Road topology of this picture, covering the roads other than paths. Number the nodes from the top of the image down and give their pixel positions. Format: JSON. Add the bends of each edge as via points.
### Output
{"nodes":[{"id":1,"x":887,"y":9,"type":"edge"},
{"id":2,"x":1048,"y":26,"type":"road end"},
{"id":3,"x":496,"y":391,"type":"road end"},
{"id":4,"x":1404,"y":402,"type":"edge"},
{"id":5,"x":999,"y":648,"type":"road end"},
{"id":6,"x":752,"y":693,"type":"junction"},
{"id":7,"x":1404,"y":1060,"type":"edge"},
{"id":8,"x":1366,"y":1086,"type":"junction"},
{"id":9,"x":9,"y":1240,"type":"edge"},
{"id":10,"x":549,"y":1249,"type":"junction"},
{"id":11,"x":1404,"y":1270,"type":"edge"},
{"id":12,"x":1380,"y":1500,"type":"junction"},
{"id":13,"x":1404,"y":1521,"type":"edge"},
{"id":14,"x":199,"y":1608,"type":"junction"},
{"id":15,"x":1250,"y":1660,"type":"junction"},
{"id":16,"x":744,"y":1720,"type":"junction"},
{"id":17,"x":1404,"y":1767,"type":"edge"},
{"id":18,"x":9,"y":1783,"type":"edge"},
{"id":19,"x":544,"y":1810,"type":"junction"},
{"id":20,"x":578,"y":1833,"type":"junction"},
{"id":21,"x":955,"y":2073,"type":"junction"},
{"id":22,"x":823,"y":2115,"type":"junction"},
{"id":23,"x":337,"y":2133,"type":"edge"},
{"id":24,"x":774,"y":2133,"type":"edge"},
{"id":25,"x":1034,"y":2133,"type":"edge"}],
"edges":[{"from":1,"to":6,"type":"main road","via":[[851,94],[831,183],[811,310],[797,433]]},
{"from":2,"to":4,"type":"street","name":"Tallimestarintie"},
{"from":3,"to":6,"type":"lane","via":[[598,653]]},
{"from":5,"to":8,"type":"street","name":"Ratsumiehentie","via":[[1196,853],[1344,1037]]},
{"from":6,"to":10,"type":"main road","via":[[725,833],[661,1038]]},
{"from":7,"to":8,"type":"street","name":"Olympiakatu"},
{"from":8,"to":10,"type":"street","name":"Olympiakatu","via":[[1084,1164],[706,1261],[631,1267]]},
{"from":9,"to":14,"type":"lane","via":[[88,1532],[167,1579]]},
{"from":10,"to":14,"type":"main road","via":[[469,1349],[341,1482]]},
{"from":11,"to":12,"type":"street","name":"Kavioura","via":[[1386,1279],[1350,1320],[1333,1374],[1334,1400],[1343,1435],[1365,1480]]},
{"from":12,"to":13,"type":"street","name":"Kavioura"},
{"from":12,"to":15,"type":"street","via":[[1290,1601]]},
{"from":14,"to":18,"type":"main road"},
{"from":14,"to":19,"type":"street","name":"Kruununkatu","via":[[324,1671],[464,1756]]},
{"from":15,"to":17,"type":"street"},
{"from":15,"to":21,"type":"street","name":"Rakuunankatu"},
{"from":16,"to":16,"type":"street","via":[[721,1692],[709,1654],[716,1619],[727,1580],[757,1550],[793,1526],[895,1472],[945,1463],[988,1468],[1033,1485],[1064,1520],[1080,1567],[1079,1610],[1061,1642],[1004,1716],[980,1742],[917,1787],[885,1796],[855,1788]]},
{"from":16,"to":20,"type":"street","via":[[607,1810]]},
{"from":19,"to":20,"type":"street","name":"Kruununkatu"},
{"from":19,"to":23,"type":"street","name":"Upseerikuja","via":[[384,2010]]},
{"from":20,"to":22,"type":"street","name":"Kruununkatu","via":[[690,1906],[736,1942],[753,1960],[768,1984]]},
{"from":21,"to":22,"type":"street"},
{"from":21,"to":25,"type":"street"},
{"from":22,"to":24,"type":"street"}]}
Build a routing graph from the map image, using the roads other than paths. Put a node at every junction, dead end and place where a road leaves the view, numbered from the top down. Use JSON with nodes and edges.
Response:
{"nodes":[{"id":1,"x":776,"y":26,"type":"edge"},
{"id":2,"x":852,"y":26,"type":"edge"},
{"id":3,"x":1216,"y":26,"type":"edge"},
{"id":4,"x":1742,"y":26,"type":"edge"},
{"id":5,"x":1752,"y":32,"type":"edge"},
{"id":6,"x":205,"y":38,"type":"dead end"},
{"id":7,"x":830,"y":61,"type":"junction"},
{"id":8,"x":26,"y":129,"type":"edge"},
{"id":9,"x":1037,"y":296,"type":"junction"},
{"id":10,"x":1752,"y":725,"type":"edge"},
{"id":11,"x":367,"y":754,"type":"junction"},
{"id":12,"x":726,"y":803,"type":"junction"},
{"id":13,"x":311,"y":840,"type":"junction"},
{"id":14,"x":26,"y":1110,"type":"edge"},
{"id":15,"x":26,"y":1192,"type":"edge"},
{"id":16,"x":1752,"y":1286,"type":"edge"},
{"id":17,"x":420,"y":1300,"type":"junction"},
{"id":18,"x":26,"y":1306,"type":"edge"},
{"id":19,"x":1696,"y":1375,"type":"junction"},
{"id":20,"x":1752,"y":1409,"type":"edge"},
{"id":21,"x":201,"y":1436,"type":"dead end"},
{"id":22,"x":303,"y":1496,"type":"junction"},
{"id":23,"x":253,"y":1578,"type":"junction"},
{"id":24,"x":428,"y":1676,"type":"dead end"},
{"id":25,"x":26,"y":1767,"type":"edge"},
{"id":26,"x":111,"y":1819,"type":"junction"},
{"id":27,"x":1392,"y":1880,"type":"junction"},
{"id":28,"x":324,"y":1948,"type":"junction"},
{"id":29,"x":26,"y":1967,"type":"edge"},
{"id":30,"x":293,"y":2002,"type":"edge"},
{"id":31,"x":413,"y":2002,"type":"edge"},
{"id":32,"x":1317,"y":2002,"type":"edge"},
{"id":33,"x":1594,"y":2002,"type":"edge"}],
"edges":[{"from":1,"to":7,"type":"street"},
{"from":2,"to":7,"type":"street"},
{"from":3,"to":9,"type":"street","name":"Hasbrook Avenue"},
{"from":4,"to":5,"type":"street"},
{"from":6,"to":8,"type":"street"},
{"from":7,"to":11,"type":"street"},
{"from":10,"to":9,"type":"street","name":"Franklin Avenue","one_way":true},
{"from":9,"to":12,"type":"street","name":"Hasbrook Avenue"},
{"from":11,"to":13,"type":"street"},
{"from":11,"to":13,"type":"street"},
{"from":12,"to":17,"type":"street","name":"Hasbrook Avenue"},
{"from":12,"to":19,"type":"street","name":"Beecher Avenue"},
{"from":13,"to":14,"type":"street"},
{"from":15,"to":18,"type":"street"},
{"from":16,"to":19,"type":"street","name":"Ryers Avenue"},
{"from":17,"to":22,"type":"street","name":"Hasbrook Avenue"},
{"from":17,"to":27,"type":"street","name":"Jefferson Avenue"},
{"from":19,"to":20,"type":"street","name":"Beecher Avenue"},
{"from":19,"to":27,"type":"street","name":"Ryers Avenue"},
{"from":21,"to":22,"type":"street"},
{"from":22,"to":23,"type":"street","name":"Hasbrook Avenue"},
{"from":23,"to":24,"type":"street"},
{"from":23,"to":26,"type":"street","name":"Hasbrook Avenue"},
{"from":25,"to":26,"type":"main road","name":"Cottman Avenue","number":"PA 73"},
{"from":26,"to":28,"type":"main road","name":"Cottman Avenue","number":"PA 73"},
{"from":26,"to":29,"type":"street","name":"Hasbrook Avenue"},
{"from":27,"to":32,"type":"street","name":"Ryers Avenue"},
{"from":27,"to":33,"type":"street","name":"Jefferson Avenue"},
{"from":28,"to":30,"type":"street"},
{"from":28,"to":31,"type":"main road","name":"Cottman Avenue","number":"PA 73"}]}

PROBLEM TO SOLVE
Across the listing above, find all lines where the word "Olympiakatu" is present and copy them.

THE ANSWER
{"from":7,"to":8,"type":"street","name":"Olympiakatu"},
{"from":8,"to":10,"type":"street","name":"Olympiakatu","via":[[1084,1164],[706,1261],[631,1267]]},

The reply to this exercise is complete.